Canciello, an architect, said the panel needs to consider more than a floor plan. “It has to be seen. I want to see what it looks like all together.”
Member Karen Kalil-Brown, who was at last week’s presentation, said by planning a fire station at 139 The Great Road, “We are trying to put a square peg into a round hole… What if we make a mess turning and twisting to make something fit?” She added that by altering the parcel, “We really are gutting the historical nature of this property, period.”
Long concurred, saying, “The property has to be hugely degraded. We will change the character if this is approved.”
Canciello, however, pointed out that “we have to determine if that change is appropriate. That’s our charge.” He acknowledged, “It’s a tough site. They did a good job giving us three options.”
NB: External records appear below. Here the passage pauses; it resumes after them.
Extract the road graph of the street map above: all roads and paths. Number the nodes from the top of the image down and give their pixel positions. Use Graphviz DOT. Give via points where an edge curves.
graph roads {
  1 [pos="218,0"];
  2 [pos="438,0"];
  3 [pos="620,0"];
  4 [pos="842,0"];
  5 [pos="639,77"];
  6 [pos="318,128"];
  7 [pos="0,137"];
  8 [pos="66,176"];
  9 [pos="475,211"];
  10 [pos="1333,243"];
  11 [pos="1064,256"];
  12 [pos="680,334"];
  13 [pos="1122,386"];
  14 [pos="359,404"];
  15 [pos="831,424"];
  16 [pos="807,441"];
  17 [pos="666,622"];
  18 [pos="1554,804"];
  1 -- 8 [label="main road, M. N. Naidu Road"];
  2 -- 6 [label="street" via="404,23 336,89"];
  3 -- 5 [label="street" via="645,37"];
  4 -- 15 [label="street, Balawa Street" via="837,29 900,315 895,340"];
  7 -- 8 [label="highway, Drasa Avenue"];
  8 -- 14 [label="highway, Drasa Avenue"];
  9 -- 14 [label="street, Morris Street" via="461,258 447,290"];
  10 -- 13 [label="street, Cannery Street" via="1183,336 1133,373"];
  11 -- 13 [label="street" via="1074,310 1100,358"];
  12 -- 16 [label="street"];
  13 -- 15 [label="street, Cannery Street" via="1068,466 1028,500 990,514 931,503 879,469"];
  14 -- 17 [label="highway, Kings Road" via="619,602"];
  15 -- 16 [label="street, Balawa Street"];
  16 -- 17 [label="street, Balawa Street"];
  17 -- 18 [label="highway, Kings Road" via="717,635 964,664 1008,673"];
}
Member Karl Winkler has said since the process began that his top priority is fulfilling a public safety need. On Wednesday, he said that the proposal is “a great opportunity to build a structure that has the bays of a fire station with a tower and have it integrated in the community that looks like it has been there for 50 years. We can integrate something that does look timeless.” He also said the commission should require a detailed written plan for trees.
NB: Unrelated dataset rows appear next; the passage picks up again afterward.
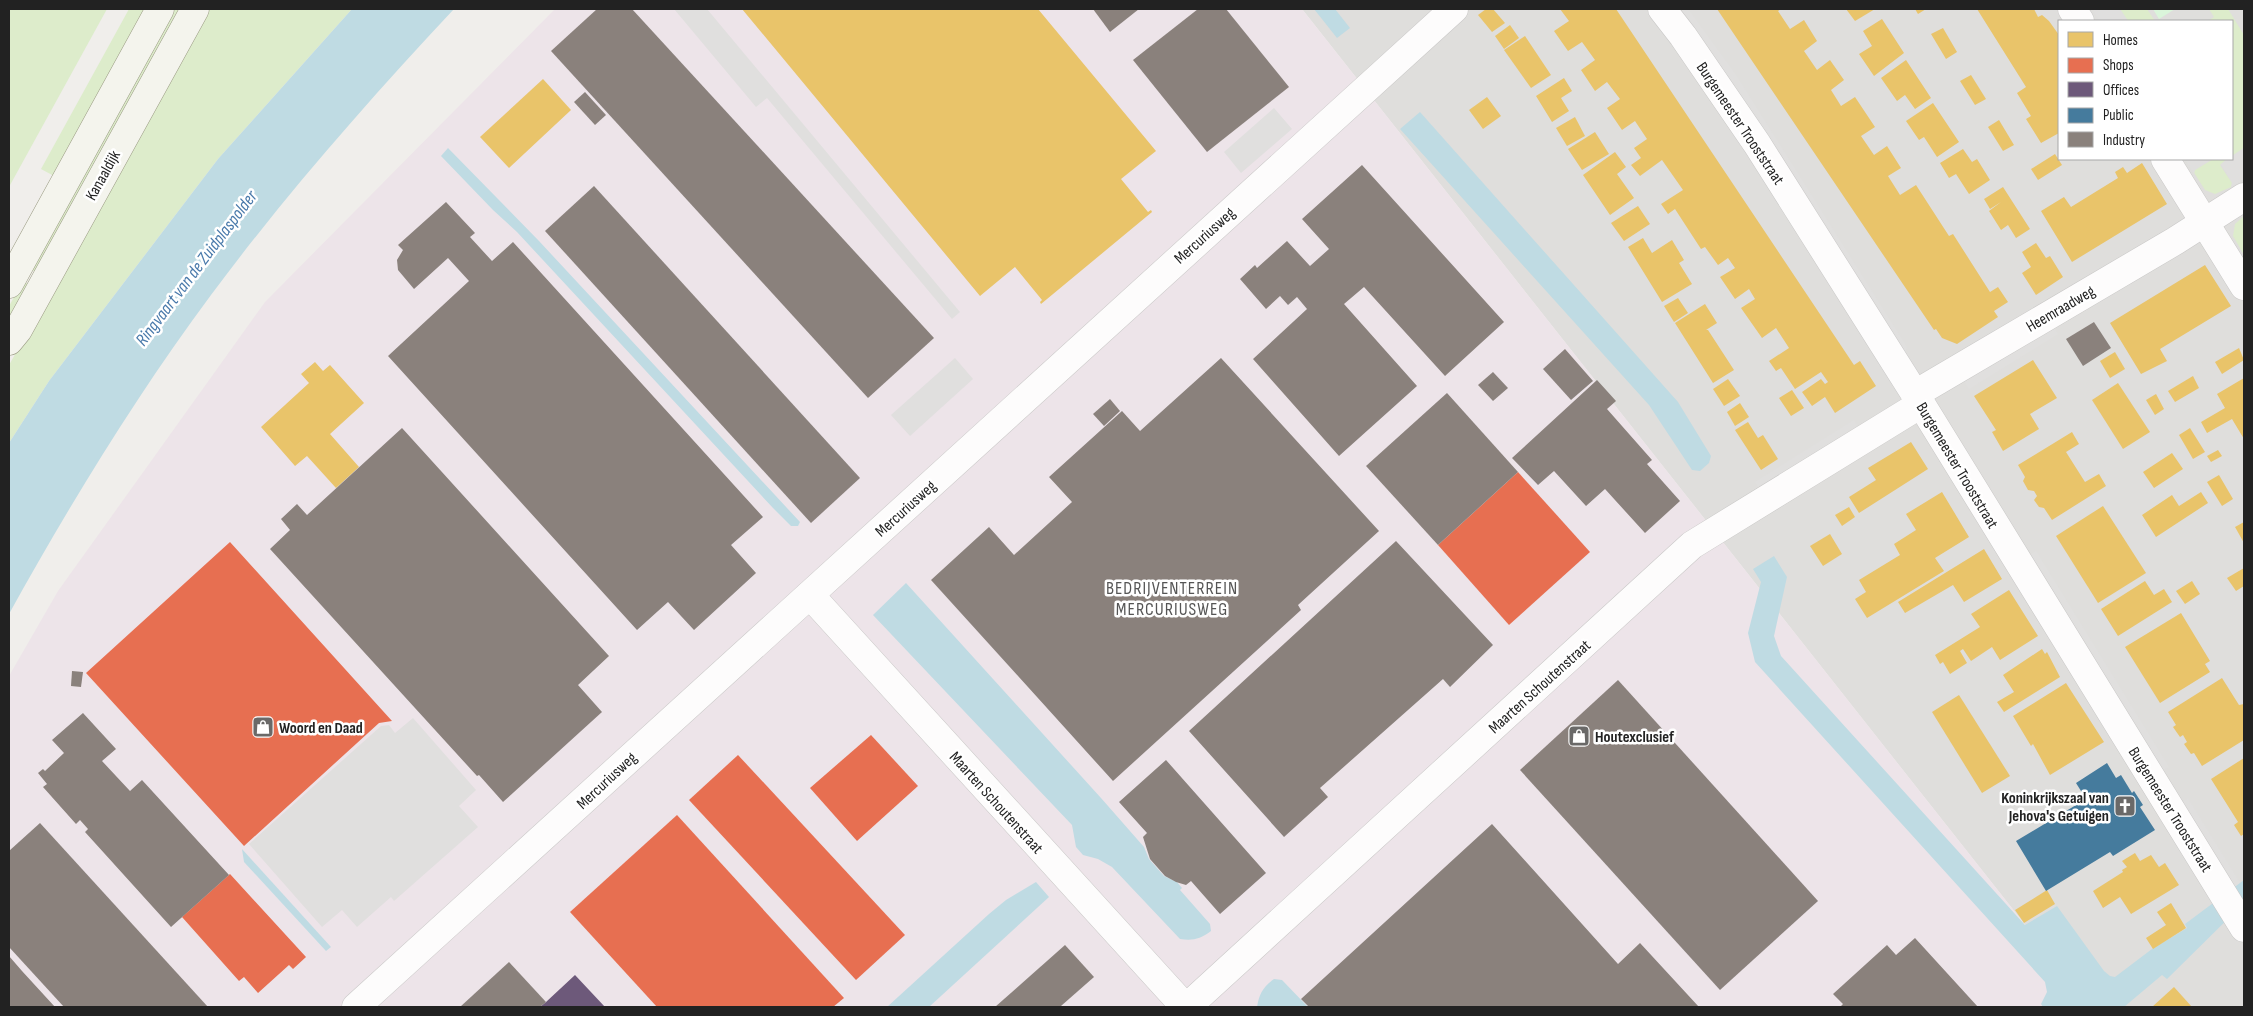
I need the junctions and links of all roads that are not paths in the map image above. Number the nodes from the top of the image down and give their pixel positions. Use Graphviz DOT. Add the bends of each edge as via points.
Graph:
graph roads {
  1 [pos="160,9"];
  2 [pos="195,9"];
  3 [pos="1454,9"];
  4 [pos="1662,9"];
  5 [pos="2072,9"];
  6 [pos="2079,20"];
  7 [pos="2166,160"];
  8 [pos="2244,197"];
  9 [pos="2204,222"];
  10 [pos="9,284"];
  11 [pos="2244,286"];
  12 [pos="9,341"];
  13 [pos="1918,399"];
  14 [pos="810,595"];
  15 [pos="2234,911"];
  16 [pos="356,1007"];
  17 [pos="1186,1007"];
  1 -- 10 [label="main road, Kanaaldijk"];
  2 -- 12 [label="main road, Kanaaldijk"];
  3 -- 14 [label="street, Mercuriusweg"];
  4 -- 13 [label="street, Burgemeester Trooststraat" via="1757,144"];
  5 -- 6 [label="street"];
  7 -- 9 [label="street"];
  8 -- 9 [label="street, Heemraadweg"];
  9 -- 11 [label="street"];
  9 -- 13 [label="street, Heemraadweg"];
  13 -- 15 [label="street, Burgemeester Trooststraat"];
  13 -- 17 [label="street, Maarten Schoutenstraat" via="1692,545"];
  14 -- 16 [label="street, Mercuriusweg"];
  14 -- 17 [label="street, Maarten Schoutenstraat"];
}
His colleague Jennifer McClain also took what she called a “constructive” approach, referencing attempts to “round the peg.” She pointed out that “this is a process. We will get more information. We will get more feedback.”
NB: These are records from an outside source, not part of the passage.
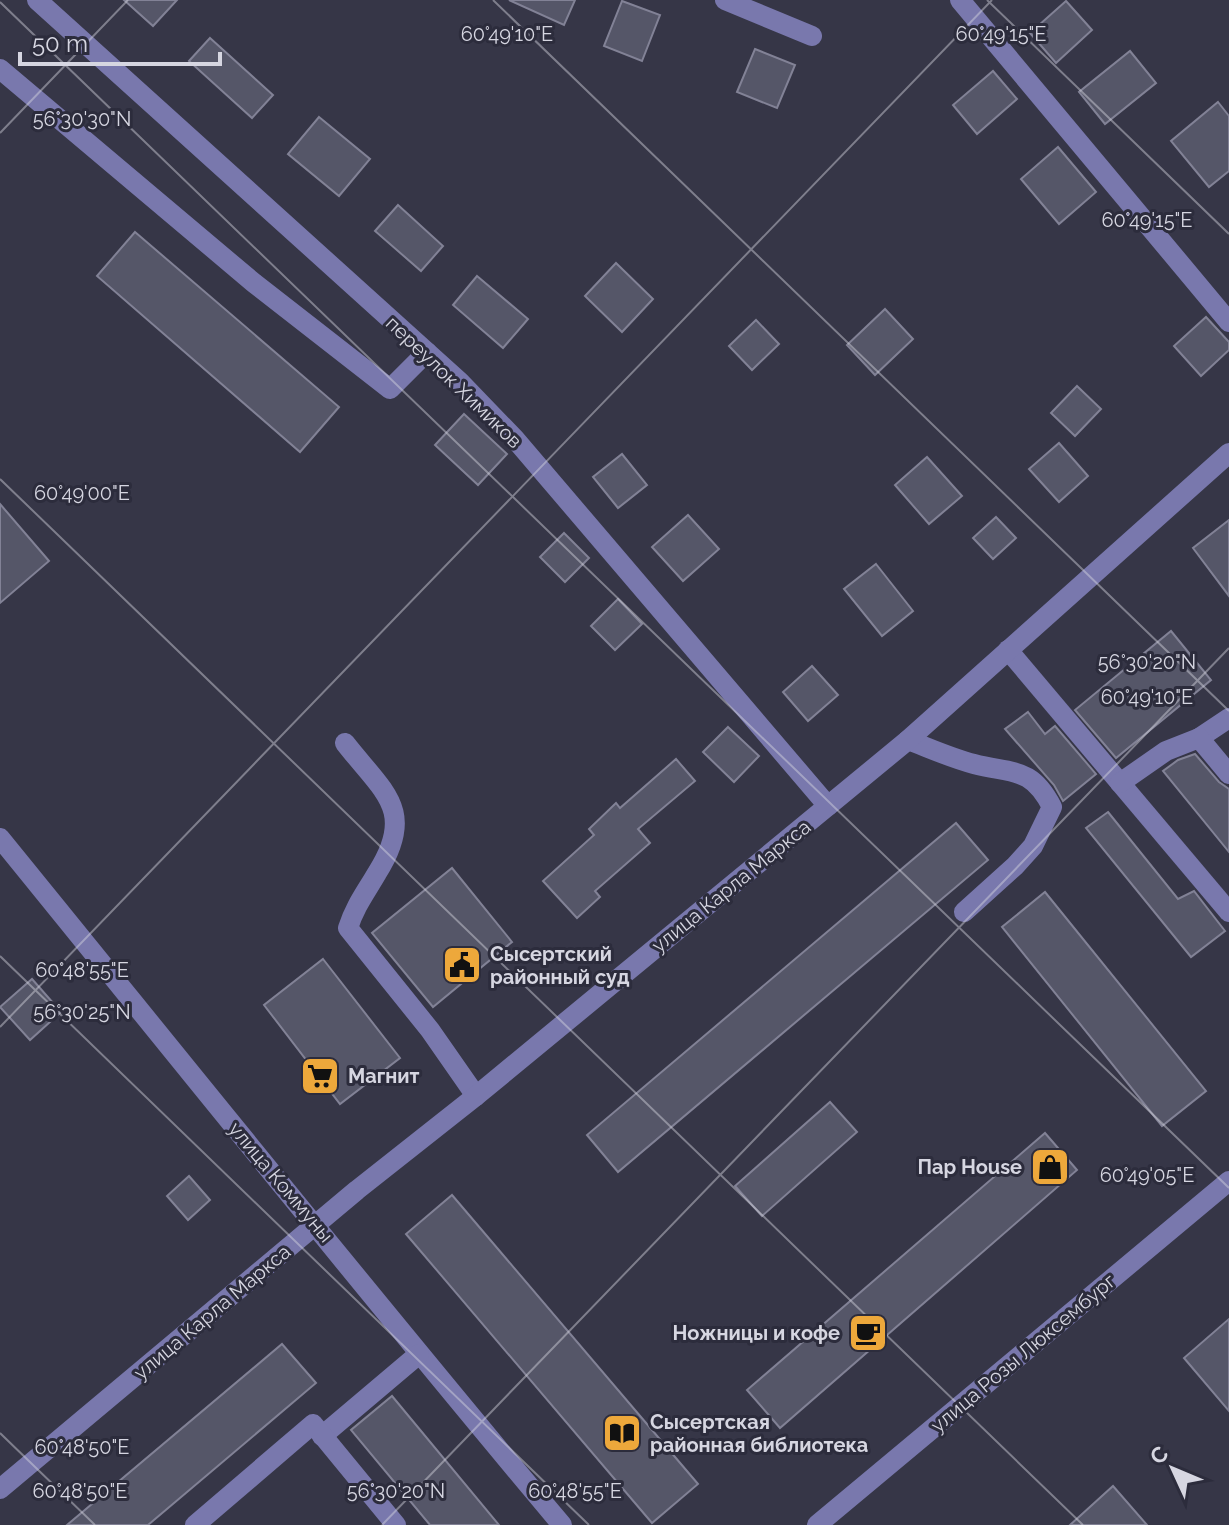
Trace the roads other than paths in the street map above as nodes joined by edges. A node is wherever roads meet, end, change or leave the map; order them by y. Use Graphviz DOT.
graph roads {
  1 [pos="37,0"];
  2 [pos="725,0"];
  3 [pos="960,0"];
  4 [pos="812,36"];
  5 [pos="0,69"];
  6 [pos="1229,322"];
  7 [pos="427,352"];
  8 [pos="1229,453"];
  9 [pos="1008,650"];
  10 [pos="1229,718"];
  11 [pos="1199,738"];
  12 [pos="908,740"];
  13 [pos="345,743"];
  14 [pos="1229,774"];
  15 [pos="1120,783"];
  16 [pos="828,806"];
  17 [pos="0,838"];
  18 [pos="964,912"];
  19 [pos="1229,912"];
  20 [pos="476,1096"];
  21 [pos="1229,1181"];
  22 [pos="317,1225"];
  23 [pos="419,1354"];
  24 [pos="322,1436"];
  25 [pos="0,1489"];
  26 [pos="195,1525"];
  27 [pos="396,1525"];
  28 [pos="562,1525"];
  29 [pos="817,1525"];
  1 -- 7 [label="street, переулок Химиков"];
  2 -- 4 [label="street"];
  3 -- 6 [label="street"];
  5 -- 7 [label="street"];
  7 -- 16 [label="street, переулок Химиков"];
  8 -- 9 [label="street, улица Карла Маркса"];
  9 -- 12 [label="street, улица Карла Маркса"];
  9 -- 15 [label="street"];
  10 -- 11 [label="street"];
  11 -- 14 [label="street"];
  11 -- 15 [label="street"];
  12 -- 16 [label="street, улица Карла Маркса"];
  12 -- 18 [label="street"];
  13 -- 20 [label="street"];
  15 -- 19 [label="street"];
  16 -- 20 [label="street, улица Карла Маркса"];
  17 -- 22 [label="street, улица Коммуны"];
  20 -- 22 [label="street, улица Карла Маркса"];
  21 -- 29 [label="street, улица Розы Люксембург"];
  22 -- 23 [label="street, улица Коммуны"];
  22 -- 25 [label="street, улица Карла Маркса"];
  23 -- 24 [label="street"];
  23 -- 28 [label="street, улица Коммуны"];
  24 -- 26 [label="street"];
  24 -- 27 [label="street"];
}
When members brought up details such as snow storage, she reminded, “There’s a building committee that’s going to look at things like that.”
Canciello pointed out that the entire historic district was included in the National Register of Historic Places “based on how the homes all contributed together to a feel. Does this building fit in and maintain that character and feel? Is this an appropriate intervention that doesn’t deteriorate the value of the historic district as a whole?”
At one point Canciello said, “I think Kaestle Boos can make bays that look nice, garage doors that look nice.”
Winkler also said, “We need to have in writing the size and scale of trees” that will replace those lost during construction.
Among the commission’s concerns on Wednesday were:
- Grading. The site is sloped, west to east and to a lesser degree south to north. With the garage bays fronted by a paved apron, “you are going to be taking up a lot of material. I suspect they want the whole thing to be flat.” Canciello said, “I would expect to see a 3-D model so we can understand exactly the relationship with adjacent buildings.”
- Utility poles and wires in front of the site. In answer to Canciello’s question, McClain said the architect is talking with Eversource. Kalil-Brown asked, “How much is it going to cost to move the utilities? What expense does that add to the town?”
- The front of the fire station. Canciello was concerned about the size of the paved apron in front of the garage bays, and whether there is a way to add grass and reduce pavement. McClain pointed out that the apron will negate the need for apparatus to back onto the site, stopping traffic in the process. Also, Canciello said there should be a public entrance in the front regardless of the option. Winkler noted that would also necessitate nearby parking for the disabled.
- Stormwater management. “This could take away half of the parking,” Canciello said. “There’s a significant area needed. I would like to understand the strategy.”
- Parking spaces. Long said the proposed 32 to 34 spaces “seems like a huge number. It impacts runoff and wetland considerations.”
McClain said, “These are concerns, these are questions.” As they are addressed, “We can be surprised at people’s creativity.”
One of the concerns with the option that places the apparatus bays at the rear of the property is the impact of headlights on adjacent residences. Winkler said a planned prefabricated storage building could be integrated into screening.
Regardless of the option selected, “if we have to use this site – any way we can minimize the impact of what goes on in a fire station to adjacent properties is good,” Long said, such as use of berms fencing, buildings, and landscaping.